Exercise brief>
How many lines in the records below contain the word "that"? Answer with the number only.

(Given records Opens)

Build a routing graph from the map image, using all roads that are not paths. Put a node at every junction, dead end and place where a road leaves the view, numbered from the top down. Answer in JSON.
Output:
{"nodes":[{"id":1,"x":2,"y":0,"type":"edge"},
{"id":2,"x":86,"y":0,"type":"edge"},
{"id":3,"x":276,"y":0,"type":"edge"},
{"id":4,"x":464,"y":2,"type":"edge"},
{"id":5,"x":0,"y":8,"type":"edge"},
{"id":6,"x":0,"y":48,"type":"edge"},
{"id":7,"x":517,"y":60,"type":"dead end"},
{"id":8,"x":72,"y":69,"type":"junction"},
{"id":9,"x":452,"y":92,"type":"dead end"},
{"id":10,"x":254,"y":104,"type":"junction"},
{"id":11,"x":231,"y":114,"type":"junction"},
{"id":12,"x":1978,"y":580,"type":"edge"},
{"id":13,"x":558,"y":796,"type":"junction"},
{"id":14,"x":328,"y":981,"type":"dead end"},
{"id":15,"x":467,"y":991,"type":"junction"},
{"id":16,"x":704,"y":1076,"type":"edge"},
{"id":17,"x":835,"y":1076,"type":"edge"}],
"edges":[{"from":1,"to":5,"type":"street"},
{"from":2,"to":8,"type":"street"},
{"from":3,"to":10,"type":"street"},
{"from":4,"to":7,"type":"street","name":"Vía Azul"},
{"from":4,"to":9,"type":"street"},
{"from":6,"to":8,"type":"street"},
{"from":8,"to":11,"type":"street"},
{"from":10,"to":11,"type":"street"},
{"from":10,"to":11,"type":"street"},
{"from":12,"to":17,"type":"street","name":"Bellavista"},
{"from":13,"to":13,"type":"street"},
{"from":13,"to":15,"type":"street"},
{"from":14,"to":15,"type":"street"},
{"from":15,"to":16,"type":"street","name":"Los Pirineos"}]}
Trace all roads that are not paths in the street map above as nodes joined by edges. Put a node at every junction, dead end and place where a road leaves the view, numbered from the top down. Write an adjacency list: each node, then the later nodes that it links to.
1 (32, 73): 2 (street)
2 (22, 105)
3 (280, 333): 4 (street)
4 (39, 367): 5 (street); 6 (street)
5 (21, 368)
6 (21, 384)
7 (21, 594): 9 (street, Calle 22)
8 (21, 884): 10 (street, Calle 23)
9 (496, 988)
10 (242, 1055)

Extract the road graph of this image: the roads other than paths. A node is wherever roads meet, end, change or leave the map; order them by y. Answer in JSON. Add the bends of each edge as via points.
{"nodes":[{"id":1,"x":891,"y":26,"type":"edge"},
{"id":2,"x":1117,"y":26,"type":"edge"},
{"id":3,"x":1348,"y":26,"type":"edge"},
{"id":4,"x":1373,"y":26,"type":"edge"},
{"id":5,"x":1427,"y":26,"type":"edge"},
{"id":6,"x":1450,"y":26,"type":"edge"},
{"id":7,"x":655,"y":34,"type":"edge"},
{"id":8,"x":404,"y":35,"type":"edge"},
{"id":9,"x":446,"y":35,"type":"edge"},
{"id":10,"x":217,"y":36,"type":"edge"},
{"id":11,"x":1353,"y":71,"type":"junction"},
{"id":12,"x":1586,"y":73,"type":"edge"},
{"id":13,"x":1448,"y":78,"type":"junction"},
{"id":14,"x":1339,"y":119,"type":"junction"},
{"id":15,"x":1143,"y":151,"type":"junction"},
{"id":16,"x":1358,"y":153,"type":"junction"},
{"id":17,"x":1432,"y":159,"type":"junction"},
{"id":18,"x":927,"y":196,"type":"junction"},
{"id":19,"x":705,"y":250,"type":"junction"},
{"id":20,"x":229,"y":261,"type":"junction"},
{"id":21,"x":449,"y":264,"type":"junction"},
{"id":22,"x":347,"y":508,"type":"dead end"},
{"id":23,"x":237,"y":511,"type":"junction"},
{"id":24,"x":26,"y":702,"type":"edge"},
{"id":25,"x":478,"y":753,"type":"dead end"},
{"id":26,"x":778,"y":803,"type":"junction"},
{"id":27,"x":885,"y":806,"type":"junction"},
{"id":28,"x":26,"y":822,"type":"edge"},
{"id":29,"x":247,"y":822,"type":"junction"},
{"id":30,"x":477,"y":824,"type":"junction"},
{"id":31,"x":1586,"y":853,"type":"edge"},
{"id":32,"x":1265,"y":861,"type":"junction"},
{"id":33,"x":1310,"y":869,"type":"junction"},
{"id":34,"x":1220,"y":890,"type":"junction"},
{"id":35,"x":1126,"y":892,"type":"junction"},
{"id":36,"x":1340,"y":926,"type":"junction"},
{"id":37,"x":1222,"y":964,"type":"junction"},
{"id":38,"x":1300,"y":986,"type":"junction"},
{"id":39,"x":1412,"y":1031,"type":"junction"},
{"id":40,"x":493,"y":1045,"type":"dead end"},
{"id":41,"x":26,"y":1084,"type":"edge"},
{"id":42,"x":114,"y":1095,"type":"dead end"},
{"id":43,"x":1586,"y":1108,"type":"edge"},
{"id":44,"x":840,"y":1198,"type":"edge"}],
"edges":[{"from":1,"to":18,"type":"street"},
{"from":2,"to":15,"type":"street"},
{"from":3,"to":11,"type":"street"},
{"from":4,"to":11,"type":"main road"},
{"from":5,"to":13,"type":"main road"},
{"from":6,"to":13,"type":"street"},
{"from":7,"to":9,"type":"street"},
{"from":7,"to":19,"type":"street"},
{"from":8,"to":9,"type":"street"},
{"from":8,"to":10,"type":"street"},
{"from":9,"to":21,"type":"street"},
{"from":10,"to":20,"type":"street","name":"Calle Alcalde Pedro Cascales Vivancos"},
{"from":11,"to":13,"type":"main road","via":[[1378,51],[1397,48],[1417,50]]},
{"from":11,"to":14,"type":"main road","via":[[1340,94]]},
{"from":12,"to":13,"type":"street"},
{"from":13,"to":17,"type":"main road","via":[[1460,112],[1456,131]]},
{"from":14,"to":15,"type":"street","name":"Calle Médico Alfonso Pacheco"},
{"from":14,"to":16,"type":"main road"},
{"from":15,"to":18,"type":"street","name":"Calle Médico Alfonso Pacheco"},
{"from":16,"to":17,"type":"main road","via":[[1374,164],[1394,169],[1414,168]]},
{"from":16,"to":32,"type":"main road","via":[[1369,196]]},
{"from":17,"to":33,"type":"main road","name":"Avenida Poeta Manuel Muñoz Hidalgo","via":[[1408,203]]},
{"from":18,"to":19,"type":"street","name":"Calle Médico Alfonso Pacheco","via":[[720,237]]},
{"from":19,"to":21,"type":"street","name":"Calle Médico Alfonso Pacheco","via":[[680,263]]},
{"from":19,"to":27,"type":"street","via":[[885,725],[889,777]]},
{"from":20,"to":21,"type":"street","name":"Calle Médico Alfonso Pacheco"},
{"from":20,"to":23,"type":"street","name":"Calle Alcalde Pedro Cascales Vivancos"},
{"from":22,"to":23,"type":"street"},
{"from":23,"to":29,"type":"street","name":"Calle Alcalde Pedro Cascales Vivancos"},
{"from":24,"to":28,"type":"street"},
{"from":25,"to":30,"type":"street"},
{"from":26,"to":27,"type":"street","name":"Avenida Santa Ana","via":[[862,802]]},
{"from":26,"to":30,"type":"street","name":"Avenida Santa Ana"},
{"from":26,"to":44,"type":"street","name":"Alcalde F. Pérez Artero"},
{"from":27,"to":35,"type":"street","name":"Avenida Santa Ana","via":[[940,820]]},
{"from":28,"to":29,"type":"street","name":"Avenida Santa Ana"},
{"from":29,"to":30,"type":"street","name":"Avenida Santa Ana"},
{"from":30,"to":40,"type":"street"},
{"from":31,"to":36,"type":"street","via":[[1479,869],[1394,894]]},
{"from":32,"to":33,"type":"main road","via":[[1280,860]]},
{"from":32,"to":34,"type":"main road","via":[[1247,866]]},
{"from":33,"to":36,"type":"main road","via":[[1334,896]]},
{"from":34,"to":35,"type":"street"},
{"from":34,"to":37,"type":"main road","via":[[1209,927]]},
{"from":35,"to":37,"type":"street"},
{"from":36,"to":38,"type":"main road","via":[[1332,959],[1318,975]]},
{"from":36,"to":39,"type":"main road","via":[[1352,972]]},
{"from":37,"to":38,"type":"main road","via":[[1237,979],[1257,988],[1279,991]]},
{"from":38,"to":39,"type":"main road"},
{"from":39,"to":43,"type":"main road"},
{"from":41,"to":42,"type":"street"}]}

(Given records Closes)

Result for this task>
2